We’ve all seen the vulnerability of industries across the board to cyber espionage and attack. For the US defense industrial base, that vulnerability means a direct challenge to US national security. I’m proud of the DoD, Ellen Lord, and the CISO in her office, Katie Arrington, for pulling together this major advance in US the defense industry’s cybersecurity.
 
My guess is this will come to be seen as a seismic shift, with American research universities, healthcare and finance industries following suit. The costs of cyber-vulnerability have simply become too high.

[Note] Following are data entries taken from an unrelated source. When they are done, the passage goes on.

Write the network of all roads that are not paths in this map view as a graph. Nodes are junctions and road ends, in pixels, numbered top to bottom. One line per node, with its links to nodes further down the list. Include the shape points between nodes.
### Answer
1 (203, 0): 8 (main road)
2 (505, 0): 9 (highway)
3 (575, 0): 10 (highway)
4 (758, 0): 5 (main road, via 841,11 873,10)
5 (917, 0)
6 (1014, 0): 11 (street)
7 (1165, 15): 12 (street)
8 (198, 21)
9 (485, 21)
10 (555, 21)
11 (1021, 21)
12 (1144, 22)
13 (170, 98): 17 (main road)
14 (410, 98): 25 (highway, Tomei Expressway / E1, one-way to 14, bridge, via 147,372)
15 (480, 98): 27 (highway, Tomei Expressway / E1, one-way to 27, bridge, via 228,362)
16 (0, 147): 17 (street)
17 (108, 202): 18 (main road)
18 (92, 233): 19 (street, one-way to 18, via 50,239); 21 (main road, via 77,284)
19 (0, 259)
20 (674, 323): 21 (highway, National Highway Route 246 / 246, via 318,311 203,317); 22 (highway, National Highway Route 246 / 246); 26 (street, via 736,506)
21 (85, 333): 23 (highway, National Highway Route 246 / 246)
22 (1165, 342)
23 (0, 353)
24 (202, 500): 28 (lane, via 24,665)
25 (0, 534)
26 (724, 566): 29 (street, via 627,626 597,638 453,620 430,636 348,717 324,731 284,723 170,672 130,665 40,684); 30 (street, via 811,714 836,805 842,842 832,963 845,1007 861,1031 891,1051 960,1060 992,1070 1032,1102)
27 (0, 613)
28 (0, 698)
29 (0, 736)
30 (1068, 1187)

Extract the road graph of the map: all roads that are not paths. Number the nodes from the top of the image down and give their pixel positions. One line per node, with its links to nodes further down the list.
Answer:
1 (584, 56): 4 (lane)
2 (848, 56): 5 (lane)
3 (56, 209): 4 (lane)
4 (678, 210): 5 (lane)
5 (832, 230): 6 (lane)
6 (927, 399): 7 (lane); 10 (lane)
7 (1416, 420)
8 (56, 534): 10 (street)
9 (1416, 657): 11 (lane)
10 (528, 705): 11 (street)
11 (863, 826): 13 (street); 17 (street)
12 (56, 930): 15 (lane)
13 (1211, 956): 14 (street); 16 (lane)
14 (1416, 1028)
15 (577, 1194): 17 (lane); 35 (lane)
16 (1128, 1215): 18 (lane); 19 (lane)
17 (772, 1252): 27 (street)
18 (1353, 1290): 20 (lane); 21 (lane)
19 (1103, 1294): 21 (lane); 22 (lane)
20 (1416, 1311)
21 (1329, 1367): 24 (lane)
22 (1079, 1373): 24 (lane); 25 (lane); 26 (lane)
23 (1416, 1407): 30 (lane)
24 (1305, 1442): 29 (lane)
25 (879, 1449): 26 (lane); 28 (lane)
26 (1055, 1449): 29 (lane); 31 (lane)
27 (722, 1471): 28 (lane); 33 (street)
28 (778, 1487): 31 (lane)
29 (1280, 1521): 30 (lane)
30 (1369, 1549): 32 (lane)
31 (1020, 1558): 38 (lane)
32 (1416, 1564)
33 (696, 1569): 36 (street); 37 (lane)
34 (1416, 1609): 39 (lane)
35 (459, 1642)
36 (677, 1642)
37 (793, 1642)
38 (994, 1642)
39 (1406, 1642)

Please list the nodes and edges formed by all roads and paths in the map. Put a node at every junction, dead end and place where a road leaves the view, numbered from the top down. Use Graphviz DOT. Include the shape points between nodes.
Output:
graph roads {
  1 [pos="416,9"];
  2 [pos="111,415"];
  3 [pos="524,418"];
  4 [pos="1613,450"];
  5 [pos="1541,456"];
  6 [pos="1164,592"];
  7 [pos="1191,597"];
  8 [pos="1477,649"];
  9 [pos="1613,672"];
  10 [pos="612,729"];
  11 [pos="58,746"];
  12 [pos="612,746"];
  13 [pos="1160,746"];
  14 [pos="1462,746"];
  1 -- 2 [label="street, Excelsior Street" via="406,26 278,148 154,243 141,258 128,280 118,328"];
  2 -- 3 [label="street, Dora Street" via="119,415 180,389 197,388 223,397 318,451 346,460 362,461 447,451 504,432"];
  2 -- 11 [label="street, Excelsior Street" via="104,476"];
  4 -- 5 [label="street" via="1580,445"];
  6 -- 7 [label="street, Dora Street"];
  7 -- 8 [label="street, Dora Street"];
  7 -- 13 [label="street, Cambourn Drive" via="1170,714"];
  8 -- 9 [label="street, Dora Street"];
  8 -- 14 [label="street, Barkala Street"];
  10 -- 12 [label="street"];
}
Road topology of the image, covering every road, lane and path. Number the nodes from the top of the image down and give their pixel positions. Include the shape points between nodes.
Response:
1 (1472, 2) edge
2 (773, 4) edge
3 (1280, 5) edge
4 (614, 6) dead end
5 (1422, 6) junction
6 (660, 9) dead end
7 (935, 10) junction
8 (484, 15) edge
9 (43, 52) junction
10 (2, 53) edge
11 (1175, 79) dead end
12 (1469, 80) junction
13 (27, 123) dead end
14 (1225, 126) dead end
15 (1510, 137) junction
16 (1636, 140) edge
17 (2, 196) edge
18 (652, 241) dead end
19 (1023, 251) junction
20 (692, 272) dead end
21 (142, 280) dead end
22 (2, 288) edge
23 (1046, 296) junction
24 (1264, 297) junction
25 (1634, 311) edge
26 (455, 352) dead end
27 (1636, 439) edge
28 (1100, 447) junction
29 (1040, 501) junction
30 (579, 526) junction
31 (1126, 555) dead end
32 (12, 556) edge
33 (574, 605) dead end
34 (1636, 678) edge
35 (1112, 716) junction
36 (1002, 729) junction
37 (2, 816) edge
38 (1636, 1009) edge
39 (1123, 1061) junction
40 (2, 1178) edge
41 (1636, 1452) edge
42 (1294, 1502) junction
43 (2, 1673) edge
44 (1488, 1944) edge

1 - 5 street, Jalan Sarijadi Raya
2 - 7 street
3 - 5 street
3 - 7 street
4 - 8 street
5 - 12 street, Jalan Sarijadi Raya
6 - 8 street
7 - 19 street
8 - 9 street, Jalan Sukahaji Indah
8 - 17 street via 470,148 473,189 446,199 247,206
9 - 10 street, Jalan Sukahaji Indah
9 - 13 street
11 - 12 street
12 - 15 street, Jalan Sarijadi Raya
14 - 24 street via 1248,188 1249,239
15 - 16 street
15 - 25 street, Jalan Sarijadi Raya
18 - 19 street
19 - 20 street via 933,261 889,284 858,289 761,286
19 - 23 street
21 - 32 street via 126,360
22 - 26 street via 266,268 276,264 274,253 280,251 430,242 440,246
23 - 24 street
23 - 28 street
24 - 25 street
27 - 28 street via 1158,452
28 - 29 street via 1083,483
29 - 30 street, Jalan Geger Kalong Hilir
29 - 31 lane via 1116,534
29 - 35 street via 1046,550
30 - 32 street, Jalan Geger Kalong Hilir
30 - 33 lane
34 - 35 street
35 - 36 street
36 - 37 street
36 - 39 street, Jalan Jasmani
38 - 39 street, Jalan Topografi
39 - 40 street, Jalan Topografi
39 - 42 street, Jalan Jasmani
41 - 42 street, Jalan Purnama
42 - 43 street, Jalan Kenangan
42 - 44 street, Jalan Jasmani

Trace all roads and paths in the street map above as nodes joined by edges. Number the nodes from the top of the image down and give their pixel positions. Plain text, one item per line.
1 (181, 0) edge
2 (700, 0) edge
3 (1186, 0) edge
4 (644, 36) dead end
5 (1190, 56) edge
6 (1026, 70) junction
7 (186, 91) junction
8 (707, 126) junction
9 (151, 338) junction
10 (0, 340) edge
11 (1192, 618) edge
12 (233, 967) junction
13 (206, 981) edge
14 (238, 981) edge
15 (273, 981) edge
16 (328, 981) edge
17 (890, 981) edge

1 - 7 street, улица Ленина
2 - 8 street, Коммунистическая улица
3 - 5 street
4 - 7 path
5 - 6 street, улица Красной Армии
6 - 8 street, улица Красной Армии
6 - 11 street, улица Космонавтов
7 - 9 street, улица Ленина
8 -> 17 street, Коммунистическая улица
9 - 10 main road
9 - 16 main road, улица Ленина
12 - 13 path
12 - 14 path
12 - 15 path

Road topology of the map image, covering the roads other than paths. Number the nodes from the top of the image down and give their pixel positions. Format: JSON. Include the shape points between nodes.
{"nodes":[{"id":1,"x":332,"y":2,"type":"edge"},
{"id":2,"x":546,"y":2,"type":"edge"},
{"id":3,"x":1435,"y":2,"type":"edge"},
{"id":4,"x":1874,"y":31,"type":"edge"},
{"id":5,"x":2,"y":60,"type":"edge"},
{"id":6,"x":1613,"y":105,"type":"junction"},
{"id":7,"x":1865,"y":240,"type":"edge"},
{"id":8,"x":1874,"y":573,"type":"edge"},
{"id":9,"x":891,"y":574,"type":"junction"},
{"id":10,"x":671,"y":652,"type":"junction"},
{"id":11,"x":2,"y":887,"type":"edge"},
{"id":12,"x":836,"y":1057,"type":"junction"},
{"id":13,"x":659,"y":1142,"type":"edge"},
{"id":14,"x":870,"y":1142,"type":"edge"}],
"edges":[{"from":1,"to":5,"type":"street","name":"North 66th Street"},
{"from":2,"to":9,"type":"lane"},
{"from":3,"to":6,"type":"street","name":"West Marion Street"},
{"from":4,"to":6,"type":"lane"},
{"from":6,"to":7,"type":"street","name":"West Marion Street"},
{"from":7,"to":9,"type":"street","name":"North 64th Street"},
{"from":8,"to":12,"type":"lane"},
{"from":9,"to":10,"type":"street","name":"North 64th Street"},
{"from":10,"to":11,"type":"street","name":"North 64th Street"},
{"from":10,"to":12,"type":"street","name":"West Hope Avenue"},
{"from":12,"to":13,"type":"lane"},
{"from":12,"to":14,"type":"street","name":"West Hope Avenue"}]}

From defense contractors to research centers to hospitals and traders, the risk entailed in unencrypted files and unencrypted emails is just too great.
 
I’m on the board of PreVeil, the leading end-to-end encryption company for email and file-sharing, and I’ve seen the power of top-flight encryption to secure digital defenses. PreVeil’s CMMC whitepaper shows a pragmatic roadmap to put defense industry suppliers in compliance with the DOD’s new CMMC requirements. I believe key elements of the higher standard of cybersecurity now being promoted by the DoD will before long become the everyday expectation for many industries and individuals, and we will look back on the vulnerability and exposure of private data of all kinds over this last decade with dismay.